The decline of the Chinese abacus the Suanpan

Suanpan arithmetic was still being taught in school in Hong Kong as recently as the late 1960s, and in Republic of China into the 1990s. However, when hand held calculators became readily available, school children’s willingness to learn the use of the suanpan decreased dramatically. In the early days of hand held calculators, news of suanpan operators beating electronic calculators in arithmetic competitions in both speed and accuracy often appeared in the media. Early electronic calculators could only handle 8 to 10 significant digits, whereas suanpans can be built to virtually limitless precision. But when the functionality of calculators improved beyond simple arithmetic operations, most people realized that the suanpan could never compute higher functions – such as those in trigonometry – faster than a calculator. Nowadays, as calculators have become more affordable, suanpans are not commonly used in Hong Kong or Taiwan, but many parents still send their children to private tutors or school- and government- sponsored after school activities to learn bead arithmetic as a learning aid and a stepping stone to faster and more accurate mental arithmetic, or as a matter of cultural preservation. Speed competitions are still held. Suanpans are still being used elsewhere in China and in Japan, as well as in some few places in Canada and the United States.

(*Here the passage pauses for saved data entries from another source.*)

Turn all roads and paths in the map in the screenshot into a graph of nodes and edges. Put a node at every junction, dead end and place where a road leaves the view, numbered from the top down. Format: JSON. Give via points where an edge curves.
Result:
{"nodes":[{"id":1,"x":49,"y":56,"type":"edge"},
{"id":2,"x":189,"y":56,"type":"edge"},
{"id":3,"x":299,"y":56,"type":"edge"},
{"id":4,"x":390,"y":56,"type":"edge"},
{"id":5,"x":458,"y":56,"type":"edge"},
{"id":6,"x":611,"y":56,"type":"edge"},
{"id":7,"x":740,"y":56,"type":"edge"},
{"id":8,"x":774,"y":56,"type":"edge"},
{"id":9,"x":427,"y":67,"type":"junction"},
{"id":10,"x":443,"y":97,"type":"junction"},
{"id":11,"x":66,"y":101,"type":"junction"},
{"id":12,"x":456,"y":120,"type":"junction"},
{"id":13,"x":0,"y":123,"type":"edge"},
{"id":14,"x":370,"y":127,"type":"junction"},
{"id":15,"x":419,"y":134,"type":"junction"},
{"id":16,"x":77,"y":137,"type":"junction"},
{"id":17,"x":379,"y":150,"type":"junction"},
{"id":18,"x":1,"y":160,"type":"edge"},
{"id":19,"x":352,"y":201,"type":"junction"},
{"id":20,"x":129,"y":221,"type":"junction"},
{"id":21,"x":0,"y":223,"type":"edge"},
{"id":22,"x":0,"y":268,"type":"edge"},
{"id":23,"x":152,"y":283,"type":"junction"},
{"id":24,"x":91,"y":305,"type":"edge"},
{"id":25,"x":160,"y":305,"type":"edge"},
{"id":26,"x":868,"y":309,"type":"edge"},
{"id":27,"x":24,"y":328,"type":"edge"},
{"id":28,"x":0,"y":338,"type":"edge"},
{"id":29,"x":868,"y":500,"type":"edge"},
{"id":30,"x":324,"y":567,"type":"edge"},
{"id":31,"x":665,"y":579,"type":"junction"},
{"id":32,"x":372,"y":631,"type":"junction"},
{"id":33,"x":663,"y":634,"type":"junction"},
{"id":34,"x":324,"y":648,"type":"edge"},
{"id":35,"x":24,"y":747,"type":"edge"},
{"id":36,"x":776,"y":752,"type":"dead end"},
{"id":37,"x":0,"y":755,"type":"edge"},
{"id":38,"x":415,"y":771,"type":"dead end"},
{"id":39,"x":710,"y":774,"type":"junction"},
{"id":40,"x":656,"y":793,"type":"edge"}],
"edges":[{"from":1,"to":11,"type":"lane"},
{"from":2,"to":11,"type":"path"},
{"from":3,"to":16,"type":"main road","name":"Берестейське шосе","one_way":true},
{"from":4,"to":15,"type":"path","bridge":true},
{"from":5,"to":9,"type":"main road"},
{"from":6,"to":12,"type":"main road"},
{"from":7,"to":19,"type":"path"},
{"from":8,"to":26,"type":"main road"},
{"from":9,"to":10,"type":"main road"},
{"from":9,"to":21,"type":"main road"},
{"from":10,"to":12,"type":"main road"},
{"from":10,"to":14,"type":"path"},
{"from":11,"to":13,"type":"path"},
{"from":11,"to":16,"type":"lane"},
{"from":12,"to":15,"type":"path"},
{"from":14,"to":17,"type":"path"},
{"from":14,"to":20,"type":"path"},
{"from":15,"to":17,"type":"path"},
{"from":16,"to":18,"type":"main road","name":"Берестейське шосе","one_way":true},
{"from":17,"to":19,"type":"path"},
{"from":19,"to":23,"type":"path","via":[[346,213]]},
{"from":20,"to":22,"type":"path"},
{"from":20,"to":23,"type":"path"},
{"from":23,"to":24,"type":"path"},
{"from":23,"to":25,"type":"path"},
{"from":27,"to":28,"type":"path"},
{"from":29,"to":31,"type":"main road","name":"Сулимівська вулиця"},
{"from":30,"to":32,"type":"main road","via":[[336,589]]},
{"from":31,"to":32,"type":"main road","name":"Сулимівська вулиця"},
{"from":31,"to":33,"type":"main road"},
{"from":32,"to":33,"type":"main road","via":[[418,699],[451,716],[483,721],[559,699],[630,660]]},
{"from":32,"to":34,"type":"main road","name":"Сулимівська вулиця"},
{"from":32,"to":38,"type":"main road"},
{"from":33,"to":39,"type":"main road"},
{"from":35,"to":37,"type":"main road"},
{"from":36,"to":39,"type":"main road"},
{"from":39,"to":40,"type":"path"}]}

Continuing on the story of ancient technology pointed to the Antikythera Mechanism an analogue computer from 100BCE designed to predict astronomical positions and eclipses. The knowledge behind this machinery would be lost for centuries.

In the 17th century Wilhelm Schickard & Blaise Pascal developed mechanical addition and subtraction machines but the more durable development was that of the slide rule

The Reverend William Oughtred and others developed the slide rule in the 17th century based on the emerging work on logarithms by John Napier. Before the advent of the pocket calculator, it was the most commonly used calculation tool in science and engineering. The use of slide rules continued to grow through the 1950s and 1960s even as digital computing devices were being gradually introduced; but around 1974 the electronic scientific calculator made it largely obsolete and most suppliers left the business.

Despite its almost 3 centuries of dominance few of us today even remember the slide rule, let along know how to use one.

While the analogue calculating devices were both useful and durable most of the machines were less so. This is because they were built with a fixed purpose in mind. The early addition and subtraction machines were simply that. Addition and subtraction machines. They could not be used for other tasks without needing to be completely rebuilt.

The first examples of programmable machinery came with the Jacquard loom first demonstrated in 1801. Using a system of punch cards the loom could be programmed to weave patterns. If the pattern needed to be changed then the program was altered. The punch cards were external memory systems which were fed into the machine. The machine did not need to be re-built for changes to occur.

The looms inspired both Charles Babbage and Herman Hollerith to use punch cards as a method for imputing data in their calculating machines. Babbage is naturally the next famous point in our history. His conceptual Difference Engine and Analytical Engine have made him famous as the father of the programmable computer.

But as his devices remained to the largest part theoretical constructs I believe that the more important person of this era is Ada Lovelace who not only saw the potential in these machines but, arguably, saw an even greater potential than Babbage himself envisioned. She was the first computer programmer and a gifted mathematician.

Few scientists understood Babbage’s breakthrough, but Ada wrote explanations of the Analytical Engine’s function, its advantage over the Difference Engine, and included a method for using the machine in calculating a sequence of Bernoulli numbers.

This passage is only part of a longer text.